[[ Data excerpts, beginning ]]
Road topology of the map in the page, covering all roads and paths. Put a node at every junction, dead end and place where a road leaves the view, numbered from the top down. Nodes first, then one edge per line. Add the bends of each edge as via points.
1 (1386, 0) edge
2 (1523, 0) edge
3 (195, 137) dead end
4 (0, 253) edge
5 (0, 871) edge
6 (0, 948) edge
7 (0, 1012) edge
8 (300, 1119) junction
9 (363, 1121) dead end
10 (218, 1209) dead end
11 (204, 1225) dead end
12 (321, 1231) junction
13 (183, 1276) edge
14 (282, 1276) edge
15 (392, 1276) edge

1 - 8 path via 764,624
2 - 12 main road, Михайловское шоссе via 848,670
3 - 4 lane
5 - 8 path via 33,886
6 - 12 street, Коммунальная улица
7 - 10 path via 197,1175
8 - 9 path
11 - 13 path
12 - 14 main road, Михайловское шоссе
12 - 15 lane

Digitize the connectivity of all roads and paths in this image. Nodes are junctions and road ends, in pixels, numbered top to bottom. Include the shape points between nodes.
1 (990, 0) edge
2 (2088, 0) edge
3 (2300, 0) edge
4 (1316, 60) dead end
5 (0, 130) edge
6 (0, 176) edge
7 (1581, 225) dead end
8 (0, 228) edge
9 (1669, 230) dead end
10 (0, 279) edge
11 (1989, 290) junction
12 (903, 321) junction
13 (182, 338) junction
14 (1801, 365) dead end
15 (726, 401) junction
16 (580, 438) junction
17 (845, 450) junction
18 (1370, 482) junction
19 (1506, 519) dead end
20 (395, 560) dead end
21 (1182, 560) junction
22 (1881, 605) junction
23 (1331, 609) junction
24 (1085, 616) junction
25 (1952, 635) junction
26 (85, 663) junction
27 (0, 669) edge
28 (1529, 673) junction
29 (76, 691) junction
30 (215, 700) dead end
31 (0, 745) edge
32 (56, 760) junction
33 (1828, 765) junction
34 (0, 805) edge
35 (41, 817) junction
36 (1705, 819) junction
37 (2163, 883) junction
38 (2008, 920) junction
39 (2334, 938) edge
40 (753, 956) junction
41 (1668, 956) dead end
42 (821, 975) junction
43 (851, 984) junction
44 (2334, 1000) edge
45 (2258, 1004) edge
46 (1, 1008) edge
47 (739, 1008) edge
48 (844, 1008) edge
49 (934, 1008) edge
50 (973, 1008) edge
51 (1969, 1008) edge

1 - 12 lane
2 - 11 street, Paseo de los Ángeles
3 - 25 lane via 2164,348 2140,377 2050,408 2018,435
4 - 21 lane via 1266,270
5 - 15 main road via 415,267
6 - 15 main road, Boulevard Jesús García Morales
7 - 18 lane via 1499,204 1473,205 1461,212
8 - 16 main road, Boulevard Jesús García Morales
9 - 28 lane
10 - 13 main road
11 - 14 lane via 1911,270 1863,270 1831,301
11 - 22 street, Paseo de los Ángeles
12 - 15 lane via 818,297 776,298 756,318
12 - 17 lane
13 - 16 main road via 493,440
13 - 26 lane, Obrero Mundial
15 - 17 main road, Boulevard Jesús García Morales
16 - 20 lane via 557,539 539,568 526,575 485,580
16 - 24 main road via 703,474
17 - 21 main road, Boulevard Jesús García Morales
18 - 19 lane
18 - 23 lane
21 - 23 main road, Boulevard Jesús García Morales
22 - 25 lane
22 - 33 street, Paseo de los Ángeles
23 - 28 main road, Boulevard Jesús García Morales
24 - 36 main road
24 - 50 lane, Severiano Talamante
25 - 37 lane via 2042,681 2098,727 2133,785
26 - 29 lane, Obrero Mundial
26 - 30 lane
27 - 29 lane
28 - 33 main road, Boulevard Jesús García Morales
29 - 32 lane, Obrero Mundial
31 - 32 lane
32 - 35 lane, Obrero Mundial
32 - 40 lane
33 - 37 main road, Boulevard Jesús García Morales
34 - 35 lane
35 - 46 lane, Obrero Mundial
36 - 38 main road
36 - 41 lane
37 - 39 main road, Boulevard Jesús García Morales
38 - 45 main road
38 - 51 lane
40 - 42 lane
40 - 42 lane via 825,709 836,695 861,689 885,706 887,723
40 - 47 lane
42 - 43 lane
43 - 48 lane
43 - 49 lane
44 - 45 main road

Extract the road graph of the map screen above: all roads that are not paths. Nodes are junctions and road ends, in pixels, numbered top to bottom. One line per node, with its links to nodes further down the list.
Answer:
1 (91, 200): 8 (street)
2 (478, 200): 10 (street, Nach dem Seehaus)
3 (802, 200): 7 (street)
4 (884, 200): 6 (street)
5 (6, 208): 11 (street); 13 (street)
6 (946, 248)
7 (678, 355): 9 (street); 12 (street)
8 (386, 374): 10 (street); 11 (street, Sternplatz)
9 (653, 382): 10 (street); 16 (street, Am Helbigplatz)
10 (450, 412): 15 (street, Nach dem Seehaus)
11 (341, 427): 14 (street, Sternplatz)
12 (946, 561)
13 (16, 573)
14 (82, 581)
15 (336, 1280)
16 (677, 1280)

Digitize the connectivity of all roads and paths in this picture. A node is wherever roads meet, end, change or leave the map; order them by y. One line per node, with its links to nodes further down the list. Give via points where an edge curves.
[[ Data excerpts, end ]]
## What the task asks
The lines from the one containing "Extract the road" through the final line of the entries above are to be printed exactly, with nothing added.

## Answer section
Extract the road graph of the map screen above: all roads that are not paths. Nodes are junctions and road ends, in pixels, numbered top to bottom. One line per node, with its links to nodes further down the list.
Answer:
1 (91, 200): 8 (street)
2 (478, 200): 10 (street, Nach dem Seehaus)
3 (802, 200): 7 (street)
4 (884, 200): 6 (street)
5 (6, 208): 11 (street); 13 (street)
6 (946, 248)
7 (678, 355): 9 (street); 12 (street)
8 (386, 374): 10 (street); 11 (street, Sternplatz)
9 (653, 382): 10 (street); 16 (street, Am Helbigplatz)
10 (450, 412): 15 (street, Nach dem Seehaus)
11 (341, 427): 14 (street, Sternplatz)
12 (946, 561)
13 (16, 573)
14 (82, 581)
15 (336, 1280)
16 (677, 1280)

Digitize the connectivity of all roads and paths in this picture. A node is wherever roads meet, end, change or leave the map; order them by y. One line per node, with its links to nodes further down the list. Give via points where an edge curves.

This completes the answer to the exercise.